This study examines the problem of determining whether to treat individuals based on observed covariates. The most common decision rule is the conditional empirical success (CES) rule proposed by Manski (2004), which assigns individuals to treatments that yield the best experimental outcomes conditional on the observed covariates. Conversely, using shrinkage estimators, which shrink unbiased but noisy preliminary estimates toward the average of these estimates, is a common approach in statistical estimation problems because it is well-known that shrinkage estimators have smaller mean squared errors than unshrunk estimators. Inspired by this idea, we propose a computationally tractable shrinkage rule that selects the shrinkage factor by minimizing the upper bound of the maximum regret. Then, we compare the maximum regret of the proposed shrinkage rule with that of CES and pooling rules when the parameter space is correctly specified or misspecified. Our theoretical results demonstrate that the shrinkage rule performs well in many cases and these findings are further supported by numerical experiments. Specifically, we show that the maximum regret of the shrinkage rule can be strictly smaller than that of the CES and pooling rules in certain cases when the parameter space is correctly specified. In addition, we find that the shrinkage rule is robust against misspecifications of the parameter space. Finally, we apply our method to experimental data from the National Job Training Partnership Act Study.
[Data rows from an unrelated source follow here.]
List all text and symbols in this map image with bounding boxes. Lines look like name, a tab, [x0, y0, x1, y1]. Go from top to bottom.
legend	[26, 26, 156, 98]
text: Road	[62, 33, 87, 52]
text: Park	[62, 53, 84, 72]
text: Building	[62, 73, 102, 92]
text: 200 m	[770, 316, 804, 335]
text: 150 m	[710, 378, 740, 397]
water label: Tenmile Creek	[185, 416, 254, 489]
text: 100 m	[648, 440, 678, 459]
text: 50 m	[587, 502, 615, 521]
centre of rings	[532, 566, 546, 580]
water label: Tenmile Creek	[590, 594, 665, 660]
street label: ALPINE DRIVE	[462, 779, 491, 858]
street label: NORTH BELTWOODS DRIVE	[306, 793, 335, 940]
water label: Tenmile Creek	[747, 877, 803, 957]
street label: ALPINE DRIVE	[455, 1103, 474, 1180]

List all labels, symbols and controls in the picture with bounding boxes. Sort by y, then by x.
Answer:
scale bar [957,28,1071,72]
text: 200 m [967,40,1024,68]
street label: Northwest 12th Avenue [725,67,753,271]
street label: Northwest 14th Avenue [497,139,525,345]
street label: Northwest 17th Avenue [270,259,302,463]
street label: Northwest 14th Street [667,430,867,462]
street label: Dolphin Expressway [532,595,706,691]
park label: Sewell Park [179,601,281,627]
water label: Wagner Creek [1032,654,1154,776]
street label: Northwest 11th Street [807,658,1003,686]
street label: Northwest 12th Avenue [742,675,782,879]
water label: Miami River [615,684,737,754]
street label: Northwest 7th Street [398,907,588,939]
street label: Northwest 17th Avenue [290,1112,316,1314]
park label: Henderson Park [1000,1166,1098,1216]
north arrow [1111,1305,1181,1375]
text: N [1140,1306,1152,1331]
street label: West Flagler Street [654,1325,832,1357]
翻译：本研究探讨了基于观测协变量确定是否对个体进行治疗的问题。最常见的决策规则是Manski（2004）提出的条件经验成功（CES）规则，该规则根据观测协变量将个体分配给能产生最佳实验结果的治疗方案。相反，在统计估计问题中，收缩估计器是一种常用方法，它将无偏但存在噪声的初步估计值向这些估计值的平均值方向收缩，因为众所周知，收缩估计器的均方误差小于未收缩的估计器。受此启发，我们提出了一种计算上可行的收缩规则，该规则通过最小化最大遗憾的上界来选择收缩因子。然后，我们在参数空间正确设定或误设的情况下，比较了所提出的收缩规则与CES规则及合并规则的最大遗憾。我们的理论结果表明，收缩规则在许多情况下表现良好，这些发现得到了数值实验的进一步支持。具体而言，我们证明当参数空间正确设定时，在某些情况下收缩规则的最大遗憾可以严格小于CES规则和合并规则。此外，我们发现收缩规则对参数空间的误设具有鲁棒性。最后，我们将该方法应用于《国家职业培训合作法研究》的实验数据。